Oh, and by the way: the state Public Utilities Commission (PUC) has finally ruled that the Maui Electric Co. (MECO) rate hike instituted back in the summer of 2010, is okay by them.
“The PUC finalized a 1.5% increase, or $4.7 million in annual revenues, effective May 4, 2012,” said Kau‘i Awai-Dickson, MECO spokesperson, in a May 4 email. “This amount has already been reflected in electric bills since August 2010, when the PUC approved an interim increase.”
You get all that? According to Awai-Dickson, the rate hike was “requested to help pay for more than $122 million in capital improvements such as replacement and upgrade of power plant control systems at the Maalaea Generating Station, new or expanded substations to support past and future growth and improve service, as well as increasing operations and maintenance costs for the utility’s electric system.”
Sounds reasonable, right? How about this little sentence, which also appeared in her May 4 email: “The PUC is still reviewing MECO’s pending 2012 rate request, and an interim decision in that case may be issued later this month.”

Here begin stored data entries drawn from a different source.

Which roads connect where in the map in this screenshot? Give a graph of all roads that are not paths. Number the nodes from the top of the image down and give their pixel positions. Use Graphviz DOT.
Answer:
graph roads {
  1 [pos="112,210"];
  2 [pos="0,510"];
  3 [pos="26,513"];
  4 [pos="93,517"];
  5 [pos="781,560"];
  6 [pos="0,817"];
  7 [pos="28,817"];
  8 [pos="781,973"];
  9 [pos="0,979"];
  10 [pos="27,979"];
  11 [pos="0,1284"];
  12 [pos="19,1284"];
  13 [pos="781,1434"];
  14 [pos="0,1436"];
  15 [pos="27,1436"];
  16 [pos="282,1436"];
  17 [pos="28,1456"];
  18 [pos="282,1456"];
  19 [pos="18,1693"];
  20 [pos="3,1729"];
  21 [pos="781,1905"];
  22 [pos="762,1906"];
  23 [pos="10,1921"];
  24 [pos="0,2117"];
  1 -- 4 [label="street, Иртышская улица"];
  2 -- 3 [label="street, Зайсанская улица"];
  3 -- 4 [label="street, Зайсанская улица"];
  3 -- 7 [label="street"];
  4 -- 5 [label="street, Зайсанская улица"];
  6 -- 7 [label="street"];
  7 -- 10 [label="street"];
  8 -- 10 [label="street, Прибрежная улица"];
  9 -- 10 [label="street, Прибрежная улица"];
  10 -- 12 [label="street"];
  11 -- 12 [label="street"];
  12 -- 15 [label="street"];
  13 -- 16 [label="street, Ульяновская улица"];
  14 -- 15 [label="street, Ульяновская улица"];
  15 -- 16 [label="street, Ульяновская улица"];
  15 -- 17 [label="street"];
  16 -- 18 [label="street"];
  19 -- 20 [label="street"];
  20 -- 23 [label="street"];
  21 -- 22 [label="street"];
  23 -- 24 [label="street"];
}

Woohoo! Rate hikes for everyone! Hey, this is what happens when we have a monopoly (that would be MECO) controlling the generation and transmission of electric power on Maui. They ask the PUC, which is hardly what anyone would consider to be a radical entity, for rate hikes, and the PUC holds hearings, and then more than likely grants the rate hike. Attaching solar panels to home rooftops is expensive, but I can see the attraction in escaping from MECO’s control (as well as reducing dependence on dirty fuels like oil).
Of course, there are new windmills going up right this second in Maalaea–the generators themselves cost money, as does the labor needed to run them, but their fuel costs are zero. Wind is free! And yet our electric bills are still going up and will continue to do so.
All that talk about the U.S. being a free market capitalist state? Apparently not where electric power on Maui is concerned.